Le compostage Les premières usines dites «de fermentation artificielle en cellules closes » ont vu le jour et se sont développées en Europe, notamment en Italie; l’enjeu consistait à accélérer le processus naturel de compostage. La part croissante des matières non fermentescibles a toutefois rendu nécessaire, en complément, un triage ou un criblage des déchets, pour limiter les « refus de compostage ». Les coûts de compostage et de triage, ainsi que de transport, la médiocre qualité des composts produits, le caractère saisonnier de la demande et la concurrence croissante des engrais chimiques ont entraîné une régression du compostage. A l’heure actuelle, dans les pays du Nord, la problématique consiste surtout à s’efforcer de développer d’une part la collecte sélective, en porte à porte ou par apports volontaires en déchèteries, des matières compostables, d’autre part le compostage individuel, là où les habitants disposent d’un jardin. Les Pays-Bas se sont fortement engagés dans ces développements. Une alternative réside dans les usines de méthanisation, pour produire du biogaz et le valoriser, le compost n’étant alors qu’un sous-produit de la méthanisation. Cependant, la valorisation de ce dernier n’est là encore possible que si un tri (plus ou moins poussé) des fractions non biodégradables (y compris de substances dangereuses) est effectué, en complément. L’Allemagne compte déjà un nombre assez élevé d’usines de méthanisation.

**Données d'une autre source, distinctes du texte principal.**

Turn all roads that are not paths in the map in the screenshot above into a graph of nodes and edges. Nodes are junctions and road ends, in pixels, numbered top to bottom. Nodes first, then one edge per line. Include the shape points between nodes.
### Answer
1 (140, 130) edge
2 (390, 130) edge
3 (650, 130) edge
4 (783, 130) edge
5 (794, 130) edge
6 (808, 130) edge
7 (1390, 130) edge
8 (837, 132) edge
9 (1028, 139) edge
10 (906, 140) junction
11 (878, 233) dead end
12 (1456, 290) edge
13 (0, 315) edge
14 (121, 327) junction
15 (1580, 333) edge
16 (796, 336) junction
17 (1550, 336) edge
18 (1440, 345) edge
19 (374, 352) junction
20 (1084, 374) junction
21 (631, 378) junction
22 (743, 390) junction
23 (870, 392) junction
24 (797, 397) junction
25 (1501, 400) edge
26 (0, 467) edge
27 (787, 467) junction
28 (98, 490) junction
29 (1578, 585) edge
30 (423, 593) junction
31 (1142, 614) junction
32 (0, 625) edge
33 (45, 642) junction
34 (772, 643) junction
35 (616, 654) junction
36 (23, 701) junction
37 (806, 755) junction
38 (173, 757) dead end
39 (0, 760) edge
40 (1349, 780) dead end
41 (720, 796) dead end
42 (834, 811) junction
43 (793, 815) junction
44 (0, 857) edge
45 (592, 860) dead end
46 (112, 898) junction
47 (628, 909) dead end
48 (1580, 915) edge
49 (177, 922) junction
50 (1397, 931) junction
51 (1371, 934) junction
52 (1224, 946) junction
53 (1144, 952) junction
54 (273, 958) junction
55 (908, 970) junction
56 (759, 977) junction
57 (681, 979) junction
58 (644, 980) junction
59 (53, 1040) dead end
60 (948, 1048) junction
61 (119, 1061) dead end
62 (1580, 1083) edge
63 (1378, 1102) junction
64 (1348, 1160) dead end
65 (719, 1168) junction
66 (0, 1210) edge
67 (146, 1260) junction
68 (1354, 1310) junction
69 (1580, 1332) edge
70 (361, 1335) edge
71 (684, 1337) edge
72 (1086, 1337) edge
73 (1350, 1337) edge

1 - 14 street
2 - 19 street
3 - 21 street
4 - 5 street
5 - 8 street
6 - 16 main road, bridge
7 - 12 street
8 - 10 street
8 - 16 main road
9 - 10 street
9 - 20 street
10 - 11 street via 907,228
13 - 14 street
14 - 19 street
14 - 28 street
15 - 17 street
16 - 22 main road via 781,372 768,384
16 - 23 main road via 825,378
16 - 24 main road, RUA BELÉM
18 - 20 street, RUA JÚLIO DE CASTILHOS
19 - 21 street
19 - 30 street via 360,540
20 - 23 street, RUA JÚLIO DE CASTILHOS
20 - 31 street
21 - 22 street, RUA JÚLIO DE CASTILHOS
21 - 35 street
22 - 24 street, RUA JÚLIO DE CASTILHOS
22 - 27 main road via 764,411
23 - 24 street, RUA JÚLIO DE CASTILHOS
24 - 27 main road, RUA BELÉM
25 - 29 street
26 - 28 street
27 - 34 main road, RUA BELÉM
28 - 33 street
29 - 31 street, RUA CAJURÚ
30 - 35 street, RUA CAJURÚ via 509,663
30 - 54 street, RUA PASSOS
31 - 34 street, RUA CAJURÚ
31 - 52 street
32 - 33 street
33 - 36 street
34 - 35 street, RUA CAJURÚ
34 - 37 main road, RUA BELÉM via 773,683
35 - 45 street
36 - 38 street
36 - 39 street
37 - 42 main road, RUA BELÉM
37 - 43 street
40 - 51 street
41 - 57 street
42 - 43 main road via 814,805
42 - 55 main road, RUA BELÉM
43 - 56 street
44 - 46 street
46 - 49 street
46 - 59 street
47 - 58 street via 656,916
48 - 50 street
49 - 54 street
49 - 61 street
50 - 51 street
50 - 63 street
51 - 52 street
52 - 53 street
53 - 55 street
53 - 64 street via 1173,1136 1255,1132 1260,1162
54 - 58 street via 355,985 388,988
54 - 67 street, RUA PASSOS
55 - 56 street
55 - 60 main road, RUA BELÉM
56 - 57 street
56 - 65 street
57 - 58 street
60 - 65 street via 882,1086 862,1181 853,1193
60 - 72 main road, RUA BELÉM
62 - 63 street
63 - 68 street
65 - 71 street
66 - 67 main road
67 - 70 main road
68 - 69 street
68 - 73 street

3. L’appropriation par les habitants Les limites de l’exogène Les modèles importés, ou exogènes, qu’il s’agisse d’innovations technologiques ou de modèles d’organisation sociale, sont limités. Il n’y a pas de panacée universelle; les systèmes prétendus universels se traduisent le plus souvent par « des éléphants blancs » ou « des usines orphelines », à défaut d’adéquation et d’appropriation; s’y ajoute le refus d’un néo-colonialisme. La foi dans la puissance de pénétration d’un modèle universel se heurte aux réalités de terrain. A l’évidence, la politique de l’offre d’équipements se traduit par des visions déconnectées du terrain, en raison d’une méconnaissance du contexte, du milieu d’application, des aspirations sociales et des besoins locaux, de la diversité des espaces géographiques et sociaux. Des technologies appropriées nécessitent de caractériser les déchets, leur composition, et les espaces. Or, les technologies proposées sont souvent supposées marcher toutes seules. Il en résulte également des problèmes majeurs de maintenance. Le mimétisme vis-à-vis de technologies venues de pays industriels riches s’avère inopérant. Il en est de même pour les aspects sanitaires: la gestion des déchets renvoie certes à des questions d’hygiène, mais il en résulte des normes importées et des discours mimétiques. En fait, l’épidémiologie n’est pas seulement une science biomédicale, mais aussi une science sociale. Alors que la propreté dépend de l’œil qui regarde, l’hygiène, coupée de sa base sanitaire, devient un « hygiénisme »; propreté pour qui ? Peur des microbes ou peur des désordres ? Derrière les considérations d’hygiène se cache un type d’ordre que l’on veut imposer, et on risque aussi de confondre santé avec modernité. Le projet proposé n’est pas seulement celui d’une ville dont les beaux quartiers sont propres et nets, mais celui d’une ville (y compris ses zones périphériques) socialement intégrée.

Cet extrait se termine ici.